Forum Moderators: phranque
The entire shop sells widgets with a typical URL as such:
www.example.com/cgi-bin/shope/blue-widgets.cgi/round-blue-widgets/round-blue-widget-product1
Where blue-widgets.cgi is a category page listing all blue widgets, but after that it's also a directory for a sub-category page containing round blue widgets.
Problem here is Google currently has several of the .cgi URL's listed twice, as:
www.example.com/cgi-bin/shope/blue-widgets.cgi (no trailing slash)
AND
www.example.com/cgi-bin/shope/blue-widgets.cgi/ (with trailing slash)
I was originally going to redirect one to the other, but from the replies I got I decided not to at the moment and just rewrite everything to the new URL's I've been planning.
I need the format of Home/Main Category/Sub-Category/Product Pages, so I'm thinking the best format would be:
www.example.com/blue-widgets/round-blue-widgets/round-blue-widget-product1.htm
Question is, how should I handle things like
www.example.com/blue-widgets/round-blue-widgets/
where blue-widgets/ and round-blue-widgets/ can be either a page or a directory? Do I use a trailing slash or not? I want to avoid any further duplicate content issues that I probably already have.
Question is, how should I handle things likewww.example.com/blue-widgets/round-blue-widgets/
where blue-widgets/ and round-blue-widgets/ can be either a page or a directory?
Are you saying that in some cases, "round-blue-widgets/" might be a page, and in others, you want the server to produce a directory listing of a directory called "round-blue-widgets/" or to serve the index page in that directory, such as "round-blue-widgets/index.html"?
To be 'correct' according to the HTTP 'rules,' a trailing slash indicates a directory -- which may or may not have an index file in it. If there is an index file, then it will be served when that directory is requested. If there is no index file, then the server will generate a listing of all files in that directory if "Options +Indexes" is set, or it will produce a 403-Forbidden error response if "Options -Indexes" is set.
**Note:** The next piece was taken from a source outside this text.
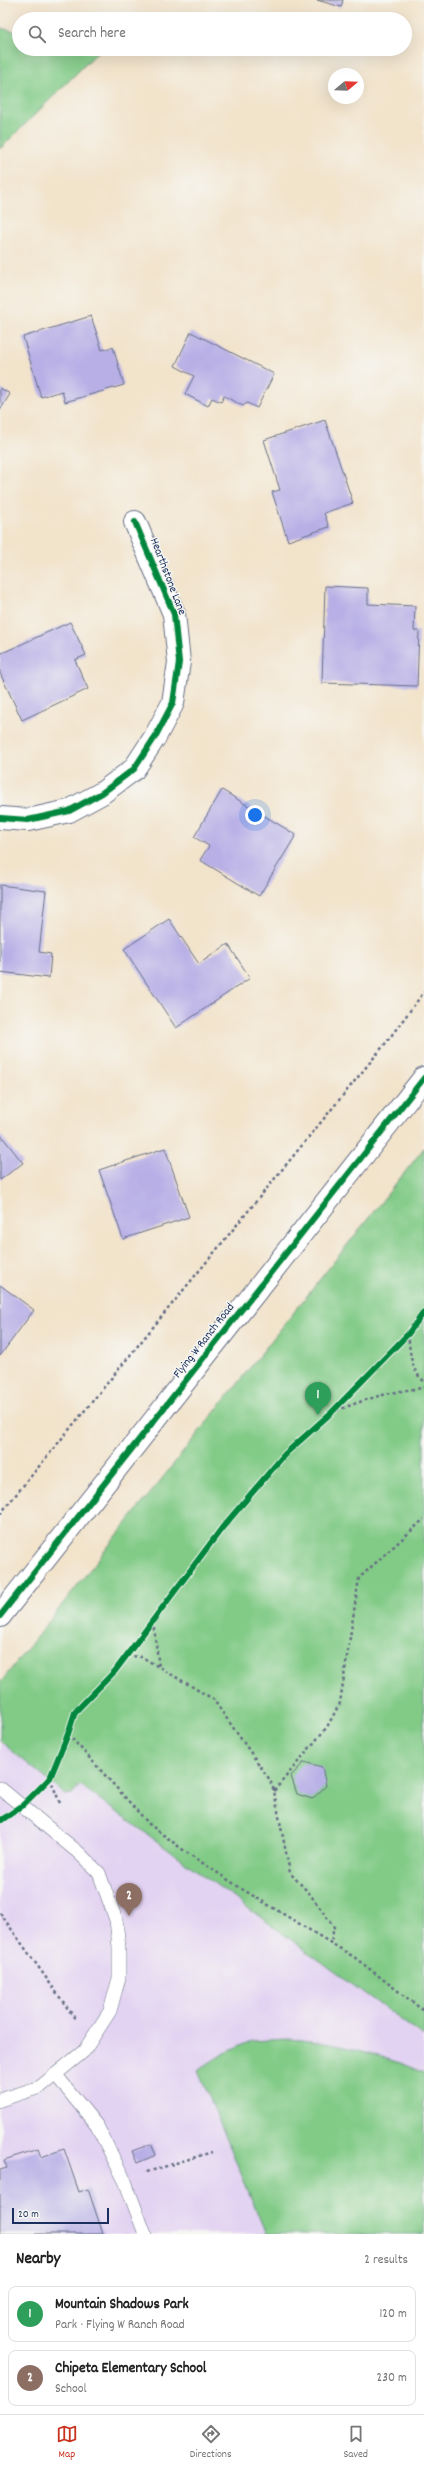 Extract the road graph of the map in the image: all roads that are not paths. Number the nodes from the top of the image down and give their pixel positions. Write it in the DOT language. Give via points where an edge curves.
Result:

If there is no trailing slash, the URL refers to a 'page' or a 'file.'
You can use characters, strings, character-types, number of directory-levels in the URL (count slashes), presence or absence of trailing slashes, or any number of other things to differentiate between products or categories and to differentiate between URLs that should be rewritten to your script and those that should not. And don't be afraid of being explicit -- using "cat" and "prod" in the URL itself, for example.
The trick is to pick a good, consistent, expandable, and maintainable URL "system," and to stick with it.
Jim
A Rewrite does not rewrite one URL to a new URL.
Are you saying that in some cases, "round-blue-widgets/" might be a page, and in others, you want the server to produce a directory listing of a directory called "round-blue-widgets/" or to serve the index page in that directory, such as "round-blue-widgets/index.html"?
round-blue-widgets by itself can be a category page or it can have product pages under it like round-blue-widgets/round-blue-widget-product1.htm
round-blue-widgets/round-blue-widget-product2.htm
etc.
To be 'correct' according to the HTTP 'rules,' a trailing slash indicates a directory -- which may or may not have an index file in it. If there is an index file, then it will be served when that directory is requested. If there is no index file, then the server will generate a listing of all files in that directory if "Options +Indexes" is set, or it will produce a 403-Forbidden error response if "Options -Indexes" is set.If there is no trailing slash, the URL refers to a 'page' or a 'file.'